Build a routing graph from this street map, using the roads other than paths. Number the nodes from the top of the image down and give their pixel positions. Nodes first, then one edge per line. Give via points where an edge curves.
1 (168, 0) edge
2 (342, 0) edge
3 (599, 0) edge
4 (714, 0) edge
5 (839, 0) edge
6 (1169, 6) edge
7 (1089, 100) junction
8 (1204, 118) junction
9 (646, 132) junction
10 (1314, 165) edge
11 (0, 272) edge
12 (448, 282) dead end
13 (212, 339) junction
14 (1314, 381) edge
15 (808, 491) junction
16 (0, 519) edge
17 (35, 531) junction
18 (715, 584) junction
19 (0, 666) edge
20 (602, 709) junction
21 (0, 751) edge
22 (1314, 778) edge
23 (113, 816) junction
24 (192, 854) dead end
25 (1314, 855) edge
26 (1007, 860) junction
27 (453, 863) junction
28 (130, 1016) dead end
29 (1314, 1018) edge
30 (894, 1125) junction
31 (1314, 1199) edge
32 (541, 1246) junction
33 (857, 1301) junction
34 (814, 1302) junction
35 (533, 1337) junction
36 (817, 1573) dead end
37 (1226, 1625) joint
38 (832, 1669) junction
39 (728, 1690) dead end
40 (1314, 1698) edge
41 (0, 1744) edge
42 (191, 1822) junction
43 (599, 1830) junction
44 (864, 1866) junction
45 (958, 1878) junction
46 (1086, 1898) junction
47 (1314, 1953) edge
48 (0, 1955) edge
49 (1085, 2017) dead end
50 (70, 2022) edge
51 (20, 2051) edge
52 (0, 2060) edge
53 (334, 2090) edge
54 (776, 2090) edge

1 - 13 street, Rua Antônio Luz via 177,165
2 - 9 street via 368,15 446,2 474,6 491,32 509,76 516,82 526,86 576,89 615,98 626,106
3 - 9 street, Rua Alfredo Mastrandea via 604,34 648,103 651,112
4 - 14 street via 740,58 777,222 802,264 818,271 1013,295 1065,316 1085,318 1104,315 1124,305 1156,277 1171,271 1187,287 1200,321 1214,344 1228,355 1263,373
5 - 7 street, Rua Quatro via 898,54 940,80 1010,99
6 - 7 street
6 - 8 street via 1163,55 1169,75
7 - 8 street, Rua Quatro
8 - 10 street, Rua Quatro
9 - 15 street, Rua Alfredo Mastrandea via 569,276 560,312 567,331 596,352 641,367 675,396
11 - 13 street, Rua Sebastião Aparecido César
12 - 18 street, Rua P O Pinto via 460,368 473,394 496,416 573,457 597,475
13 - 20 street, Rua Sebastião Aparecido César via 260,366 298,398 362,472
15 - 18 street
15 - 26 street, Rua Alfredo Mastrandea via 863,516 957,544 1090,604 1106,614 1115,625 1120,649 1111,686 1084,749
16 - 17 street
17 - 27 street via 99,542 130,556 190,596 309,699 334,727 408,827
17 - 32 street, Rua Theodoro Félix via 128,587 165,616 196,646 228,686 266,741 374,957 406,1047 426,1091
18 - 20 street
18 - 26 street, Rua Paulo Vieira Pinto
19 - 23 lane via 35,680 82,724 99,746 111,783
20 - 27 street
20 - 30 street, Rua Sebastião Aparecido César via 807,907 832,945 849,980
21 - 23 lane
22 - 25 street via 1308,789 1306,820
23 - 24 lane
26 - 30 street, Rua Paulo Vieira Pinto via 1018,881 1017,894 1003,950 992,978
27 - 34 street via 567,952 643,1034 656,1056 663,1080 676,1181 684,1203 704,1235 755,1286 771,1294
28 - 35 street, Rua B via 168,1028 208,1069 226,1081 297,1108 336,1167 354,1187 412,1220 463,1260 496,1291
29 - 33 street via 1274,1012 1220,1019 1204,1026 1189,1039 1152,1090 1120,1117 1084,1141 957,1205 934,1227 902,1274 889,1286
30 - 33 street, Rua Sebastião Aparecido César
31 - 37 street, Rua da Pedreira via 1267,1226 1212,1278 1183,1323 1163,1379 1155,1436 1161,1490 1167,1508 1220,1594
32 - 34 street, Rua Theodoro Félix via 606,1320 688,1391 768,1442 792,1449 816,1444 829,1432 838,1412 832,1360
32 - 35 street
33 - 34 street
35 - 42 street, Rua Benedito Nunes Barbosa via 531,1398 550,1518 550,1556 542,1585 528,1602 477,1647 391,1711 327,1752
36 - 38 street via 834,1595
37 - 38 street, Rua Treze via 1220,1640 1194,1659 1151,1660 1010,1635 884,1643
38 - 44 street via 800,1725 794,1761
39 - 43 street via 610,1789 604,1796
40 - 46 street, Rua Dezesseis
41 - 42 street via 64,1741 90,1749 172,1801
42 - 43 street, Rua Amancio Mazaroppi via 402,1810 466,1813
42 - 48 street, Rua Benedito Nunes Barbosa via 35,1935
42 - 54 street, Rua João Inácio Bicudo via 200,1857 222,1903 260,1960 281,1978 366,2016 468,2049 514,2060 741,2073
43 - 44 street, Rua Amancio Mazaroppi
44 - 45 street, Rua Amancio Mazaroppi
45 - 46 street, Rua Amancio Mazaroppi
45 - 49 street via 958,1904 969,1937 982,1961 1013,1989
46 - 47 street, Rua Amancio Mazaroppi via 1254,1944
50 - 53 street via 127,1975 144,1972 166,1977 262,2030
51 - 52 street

= = =

(Exercise)
Which lines above hold the string "Aparecido"? Please copy all of them.

(Exercise answer)
11 - 13 street, Rua Sebastião Aparecido César
13 - 20 street, Rua Sebastião Aparecido César via 260,366 298,398 362,472
20 - 30 street, Rua Sebastião Aparecido César via 807,907 832,945 849,980
30 - 33 street, Rua Sebastião Aparecido César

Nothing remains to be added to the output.